Bellingham's Pro CNC sold to international firm


Pro CNC, Theo Wanne

Pro CNC machinist Brian Eastman works on a Theo Wanne saxophone mouthpiece in their Bellingham shop, April 11, 2012. The Theo Wanne company makes mouthpieces for saxophones and clarinets.


BELLINGHAM - A longtime local machine shop was sold to an international company that is intent on growing it in this area.

Trulife, which has its corporate headquarters in Dublin, Ireland, acquired Bellingham's Pro CNC at the end of January. Financial terms of the deal were not disclosed.

Trulife has focused on manufacturing medical devices but has been looking to diversify its product line, said Noel Murphy, executive chairman for Trulife. The company has a similar facility in Poulsbo.

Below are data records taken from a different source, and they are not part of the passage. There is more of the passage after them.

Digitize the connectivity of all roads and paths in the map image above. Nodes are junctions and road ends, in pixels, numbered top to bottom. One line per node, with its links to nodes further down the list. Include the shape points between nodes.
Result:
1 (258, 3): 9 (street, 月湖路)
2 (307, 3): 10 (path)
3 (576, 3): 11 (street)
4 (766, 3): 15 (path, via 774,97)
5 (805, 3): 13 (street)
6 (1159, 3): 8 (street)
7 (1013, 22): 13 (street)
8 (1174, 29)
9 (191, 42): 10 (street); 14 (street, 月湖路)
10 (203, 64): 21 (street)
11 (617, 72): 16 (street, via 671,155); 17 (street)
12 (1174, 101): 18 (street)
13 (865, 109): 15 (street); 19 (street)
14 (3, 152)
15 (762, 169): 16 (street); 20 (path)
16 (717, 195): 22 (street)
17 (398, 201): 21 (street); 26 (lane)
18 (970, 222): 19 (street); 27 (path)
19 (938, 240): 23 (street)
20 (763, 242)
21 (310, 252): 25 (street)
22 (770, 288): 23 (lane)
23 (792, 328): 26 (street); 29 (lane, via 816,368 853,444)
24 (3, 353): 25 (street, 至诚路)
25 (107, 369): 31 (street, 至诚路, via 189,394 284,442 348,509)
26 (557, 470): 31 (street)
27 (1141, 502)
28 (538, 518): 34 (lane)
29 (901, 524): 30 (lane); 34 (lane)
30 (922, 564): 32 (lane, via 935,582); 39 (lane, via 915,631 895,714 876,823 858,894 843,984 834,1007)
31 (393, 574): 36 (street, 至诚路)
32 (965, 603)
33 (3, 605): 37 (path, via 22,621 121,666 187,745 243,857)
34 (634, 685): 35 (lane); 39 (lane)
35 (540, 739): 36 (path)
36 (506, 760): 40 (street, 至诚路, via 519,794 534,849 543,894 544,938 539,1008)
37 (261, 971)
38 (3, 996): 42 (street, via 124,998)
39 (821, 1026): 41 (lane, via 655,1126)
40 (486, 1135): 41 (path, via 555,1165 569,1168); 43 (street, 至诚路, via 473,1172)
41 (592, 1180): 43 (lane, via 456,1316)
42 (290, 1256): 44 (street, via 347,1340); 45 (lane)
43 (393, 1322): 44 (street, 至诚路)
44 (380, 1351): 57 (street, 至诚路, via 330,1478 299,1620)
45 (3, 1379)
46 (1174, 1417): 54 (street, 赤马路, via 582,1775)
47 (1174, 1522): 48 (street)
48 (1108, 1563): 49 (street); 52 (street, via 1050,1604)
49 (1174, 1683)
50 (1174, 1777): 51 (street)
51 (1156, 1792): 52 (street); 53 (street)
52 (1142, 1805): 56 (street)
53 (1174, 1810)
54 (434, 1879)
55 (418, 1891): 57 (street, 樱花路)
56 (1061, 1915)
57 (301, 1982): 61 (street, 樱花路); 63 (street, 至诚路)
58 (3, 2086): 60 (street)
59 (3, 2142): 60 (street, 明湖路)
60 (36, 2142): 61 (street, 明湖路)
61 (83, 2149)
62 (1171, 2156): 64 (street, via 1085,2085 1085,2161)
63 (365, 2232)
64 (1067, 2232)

Pro CNC manufactures a variety of products at its facility in the Cordata district. Recently it's been making metal door parts for the Boeing 787 as well as high-end saxophone pieces, said Paul Van Metre, one of the original founders of the company. He is staying on as vice president of sales and marketing, while the other two owners, Kelsey Heikoop and Darcy Hughes, have started a computer software company.

Van Metre said no other changes are expected initially: The Pro CNC name will remain for now and it is hiring more employees. Currently the workforce is around 70, Van Metre said.

Pro CNC has been on a variety of lists in recent years, including fastest-growing. In 2012 it won a Silver Award for Manufacturer of the Year in the small company category from Seattle Business Magazine.

Last year it did about $10 million in sales.

Murphy agreed that it will be business as usual at Pro CNC, but in the next few months they will be analyzing how best to use the combined talents of the two companies and enhance the customer experience.

The owners of Pro CNC decided to sell for several reasons, according to Van Metre. While the company survived the recent economic downturn, it was a difficult experience and they felt the company couldn't make it through a rough patch like that again unless it had deeper reserves. Also, the 17-year-old company had reached its adolescent stage of development, and the owners felt they didn't have the experience and financial backing to take it to the next level.

In looking for a buyer, Van Metre said they chose Trulife because its company culture was similar to Pro CNC, even though it wasn't the top financial offer.

"We knew (Pro CNC) would be in the best hands by going with Trulife," he said.